SUPPLIED DATA:
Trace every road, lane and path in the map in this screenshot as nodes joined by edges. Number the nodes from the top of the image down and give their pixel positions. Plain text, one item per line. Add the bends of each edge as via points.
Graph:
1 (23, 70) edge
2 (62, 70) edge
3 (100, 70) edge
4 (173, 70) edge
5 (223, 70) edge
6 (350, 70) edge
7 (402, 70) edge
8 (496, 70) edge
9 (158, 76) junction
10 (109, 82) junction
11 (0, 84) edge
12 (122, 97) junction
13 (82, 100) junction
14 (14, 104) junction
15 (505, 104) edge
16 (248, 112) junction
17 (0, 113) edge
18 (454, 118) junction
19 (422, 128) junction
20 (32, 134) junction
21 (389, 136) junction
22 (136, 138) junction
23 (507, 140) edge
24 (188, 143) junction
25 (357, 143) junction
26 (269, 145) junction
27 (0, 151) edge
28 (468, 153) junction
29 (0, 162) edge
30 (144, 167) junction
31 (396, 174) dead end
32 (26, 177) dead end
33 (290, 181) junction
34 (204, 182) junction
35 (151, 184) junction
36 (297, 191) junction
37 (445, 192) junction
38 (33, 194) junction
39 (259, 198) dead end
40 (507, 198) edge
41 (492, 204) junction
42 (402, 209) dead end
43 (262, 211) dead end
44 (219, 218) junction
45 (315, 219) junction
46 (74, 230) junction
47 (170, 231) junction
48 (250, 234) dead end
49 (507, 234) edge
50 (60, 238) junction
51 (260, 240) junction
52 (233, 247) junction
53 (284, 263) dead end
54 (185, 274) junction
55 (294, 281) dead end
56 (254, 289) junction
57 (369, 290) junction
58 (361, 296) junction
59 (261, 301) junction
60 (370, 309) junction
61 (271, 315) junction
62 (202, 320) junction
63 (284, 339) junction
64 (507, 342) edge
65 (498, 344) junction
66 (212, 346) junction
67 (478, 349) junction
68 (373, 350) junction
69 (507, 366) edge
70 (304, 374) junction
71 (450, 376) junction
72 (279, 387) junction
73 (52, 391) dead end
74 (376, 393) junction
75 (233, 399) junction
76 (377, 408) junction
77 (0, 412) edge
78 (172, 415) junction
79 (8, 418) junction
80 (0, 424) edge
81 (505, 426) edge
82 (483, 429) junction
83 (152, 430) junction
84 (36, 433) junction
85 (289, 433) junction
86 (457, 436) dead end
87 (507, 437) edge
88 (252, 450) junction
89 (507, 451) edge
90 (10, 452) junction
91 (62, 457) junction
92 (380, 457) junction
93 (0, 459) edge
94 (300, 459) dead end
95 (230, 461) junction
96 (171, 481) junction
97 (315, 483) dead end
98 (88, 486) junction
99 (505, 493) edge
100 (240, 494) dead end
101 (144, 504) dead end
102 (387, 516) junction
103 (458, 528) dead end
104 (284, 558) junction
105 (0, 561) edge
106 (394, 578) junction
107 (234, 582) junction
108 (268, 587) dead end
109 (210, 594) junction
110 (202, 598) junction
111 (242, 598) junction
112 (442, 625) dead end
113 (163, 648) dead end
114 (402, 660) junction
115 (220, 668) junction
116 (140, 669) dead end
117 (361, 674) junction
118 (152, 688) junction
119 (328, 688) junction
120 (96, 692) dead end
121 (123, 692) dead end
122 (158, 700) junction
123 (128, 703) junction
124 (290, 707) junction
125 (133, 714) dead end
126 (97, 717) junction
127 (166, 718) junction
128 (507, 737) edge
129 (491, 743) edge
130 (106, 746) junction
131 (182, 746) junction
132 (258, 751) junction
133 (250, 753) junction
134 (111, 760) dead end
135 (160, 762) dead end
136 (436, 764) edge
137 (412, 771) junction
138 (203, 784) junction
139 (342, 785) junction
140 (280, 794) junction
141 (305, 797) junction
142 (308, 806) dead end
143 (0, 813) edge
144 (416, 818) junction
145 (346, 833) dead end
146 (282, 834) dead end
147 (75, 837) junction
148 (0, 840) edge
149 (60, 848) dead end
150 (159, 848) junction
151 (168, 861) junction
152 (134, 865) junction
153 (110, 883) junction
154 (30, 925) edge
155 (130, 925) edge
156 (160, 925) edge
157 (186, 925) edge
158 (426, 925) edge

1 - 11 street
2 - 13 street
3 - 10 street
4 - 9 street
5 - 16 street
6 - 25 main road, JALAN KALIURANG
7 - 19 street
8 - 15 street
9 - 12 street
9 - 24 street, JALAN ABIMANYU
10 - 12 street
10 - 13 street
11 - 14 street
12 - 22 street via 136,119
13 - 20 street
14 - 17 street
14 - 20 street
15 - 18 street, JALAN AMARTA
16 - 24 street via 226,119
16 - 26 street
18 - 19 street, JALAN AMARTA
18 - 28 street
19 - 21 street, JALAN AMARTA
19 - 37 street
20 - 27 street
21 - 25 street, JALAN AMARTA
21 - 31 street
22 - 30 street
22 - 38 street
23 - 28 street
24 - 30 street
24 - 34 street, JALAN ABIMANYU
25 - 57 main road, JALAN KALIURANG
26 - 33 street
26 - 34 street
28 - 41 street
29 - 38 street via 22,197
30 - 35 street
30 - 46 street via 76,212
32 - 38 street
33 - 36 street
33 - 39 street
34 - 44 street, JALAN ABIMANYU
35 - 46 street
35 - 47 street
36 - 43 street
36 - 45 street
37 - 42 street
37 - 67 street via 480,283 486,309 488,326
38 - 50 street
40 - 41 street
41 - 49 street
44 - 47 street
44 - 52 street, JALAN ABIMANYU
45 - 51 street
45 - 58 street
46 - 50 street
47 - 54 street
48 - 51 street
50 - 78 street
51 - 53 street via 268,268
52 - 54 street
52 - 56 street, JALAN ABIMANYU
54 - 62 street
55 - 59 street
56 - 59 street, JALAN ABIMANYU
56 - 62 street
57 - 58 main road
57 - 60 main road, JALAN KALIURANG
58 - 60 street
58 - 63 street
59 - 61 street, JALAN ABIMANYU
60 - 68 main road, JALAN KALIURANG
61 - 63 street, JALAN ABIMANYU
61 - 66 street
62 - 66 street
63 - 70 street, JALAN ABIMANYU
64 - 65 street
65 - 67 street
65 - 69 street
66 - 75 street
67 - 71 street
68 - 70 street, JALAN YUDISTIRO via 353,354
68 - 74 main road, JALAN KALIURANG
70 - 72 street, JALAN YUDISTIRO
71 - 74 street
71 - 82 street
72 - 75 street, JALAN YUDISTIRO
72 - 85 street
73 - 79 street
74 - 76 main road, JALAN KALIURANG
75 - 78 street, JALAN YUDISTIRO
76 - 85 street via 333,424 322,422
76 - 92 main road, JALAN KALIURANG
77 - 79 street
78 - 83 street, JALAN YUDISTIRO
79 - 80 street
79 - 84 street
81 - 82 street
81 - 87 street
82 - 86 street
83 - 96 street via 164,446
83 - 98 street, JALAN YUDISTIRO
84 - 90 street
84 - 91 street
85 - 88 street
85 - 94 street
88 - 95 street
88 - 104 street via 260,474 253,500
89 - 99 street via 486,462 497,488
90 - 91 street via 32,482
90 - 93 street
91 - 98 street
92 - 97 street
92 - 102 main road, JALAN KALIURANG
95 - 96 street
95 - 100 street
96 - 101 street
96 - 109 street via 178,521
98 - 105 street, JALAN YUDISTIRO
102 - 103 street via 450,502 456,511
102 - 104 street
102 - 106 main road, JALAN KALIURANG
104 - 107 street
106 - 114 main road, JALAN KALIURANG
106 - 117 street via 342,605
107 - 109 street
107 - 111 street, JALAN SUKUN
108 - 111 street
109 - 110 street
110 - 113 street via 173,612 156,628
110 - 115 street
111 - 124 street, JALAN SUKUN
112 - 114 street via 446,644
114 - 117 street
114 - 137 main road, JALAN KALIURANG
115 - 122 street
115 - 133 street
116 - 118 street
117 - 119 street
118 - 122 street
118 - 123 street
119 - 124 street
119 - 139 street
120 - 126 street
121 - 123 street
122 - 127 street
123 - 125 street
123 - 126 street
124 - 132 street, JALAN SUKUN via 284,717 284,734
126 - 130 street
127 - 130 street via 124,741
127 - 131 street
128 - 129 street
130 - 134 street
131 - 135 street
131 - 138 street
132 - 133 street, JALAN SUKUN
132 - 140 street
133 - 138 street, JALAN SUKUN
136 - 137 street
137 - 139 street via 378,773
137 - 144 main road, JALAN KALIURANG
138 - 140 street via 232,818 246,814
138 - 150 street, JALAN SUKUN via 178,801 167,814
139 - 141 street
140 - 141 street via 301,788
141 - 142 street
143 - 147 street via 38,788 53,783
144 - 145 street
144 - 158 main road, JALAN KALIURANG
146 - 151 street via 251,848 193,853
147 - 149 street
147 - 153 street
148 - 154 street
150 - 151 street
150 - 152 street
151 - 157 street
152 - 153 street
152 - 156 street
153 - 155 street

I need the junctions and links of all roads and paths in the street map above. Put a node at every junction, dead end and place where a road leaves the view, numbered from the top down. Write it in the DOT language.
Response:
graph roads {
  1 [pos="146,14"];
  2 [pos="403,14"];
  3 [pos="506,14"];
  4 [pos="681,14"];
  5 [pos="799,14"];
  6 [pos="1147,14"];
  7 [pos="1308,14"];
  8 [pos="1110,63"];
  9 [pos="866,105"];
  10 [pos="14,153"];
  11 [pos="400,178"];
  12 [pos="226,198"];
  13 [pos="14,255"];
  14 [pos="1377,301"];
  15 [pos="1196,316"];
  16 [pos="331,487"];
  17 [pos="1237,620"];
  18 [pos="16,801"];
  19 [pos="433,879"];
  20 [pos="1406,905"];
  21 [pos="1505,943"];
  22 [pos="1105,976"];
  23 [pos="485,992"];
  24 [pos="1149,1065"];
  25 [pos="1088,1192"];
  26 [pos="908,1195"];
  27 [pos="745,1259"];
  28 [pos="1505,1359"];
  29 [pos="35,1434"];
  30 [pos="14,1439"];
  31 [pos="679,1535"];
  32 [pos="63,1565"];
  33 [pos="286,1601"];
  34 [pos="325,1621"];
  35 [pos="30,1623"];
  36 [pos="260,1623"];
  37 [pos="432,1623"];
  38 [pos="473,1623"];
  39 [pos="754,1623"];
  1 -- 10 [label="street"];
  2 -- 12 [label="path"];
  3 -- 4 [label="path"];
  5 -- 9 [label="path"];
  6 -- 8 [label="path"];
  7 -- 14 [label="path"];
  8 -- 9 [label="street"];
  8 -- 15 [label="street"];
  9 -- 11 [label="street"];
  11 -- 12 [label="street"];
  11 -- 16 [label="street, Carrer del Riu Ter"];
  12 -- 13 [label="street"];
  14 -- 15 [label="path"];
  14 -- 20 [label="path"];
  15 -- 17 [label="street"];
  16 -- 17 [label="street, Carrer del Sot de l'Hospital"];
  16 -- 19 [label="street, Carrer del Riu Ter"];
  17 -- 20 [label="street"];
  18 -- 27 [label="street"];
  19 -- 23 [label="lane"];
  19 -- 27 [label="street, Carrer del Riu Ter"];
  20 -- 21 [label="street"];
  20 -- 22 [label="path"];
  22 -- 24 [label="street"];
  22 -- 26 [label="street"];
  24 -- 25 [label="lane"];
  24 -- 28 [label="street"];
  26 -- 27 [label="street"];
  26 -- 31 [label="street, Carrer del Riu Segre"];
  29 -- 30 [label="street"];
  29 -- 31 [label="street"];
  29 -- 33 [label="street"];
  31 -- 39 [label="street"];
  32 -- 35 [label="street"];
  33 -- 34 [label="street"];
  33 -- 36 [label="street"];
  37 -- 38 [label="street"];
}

WHAT IS EXPECTED: Using the material, show each line where the string "roads" can be found.

ANSWER TO THIS PROBLEM:
I need the junctions and links of all roads and paths in the street map above. Put a node at every junction, dead end and place where a road leaves the view, numbered from the top down. Write it in the DOT language.
graph roads {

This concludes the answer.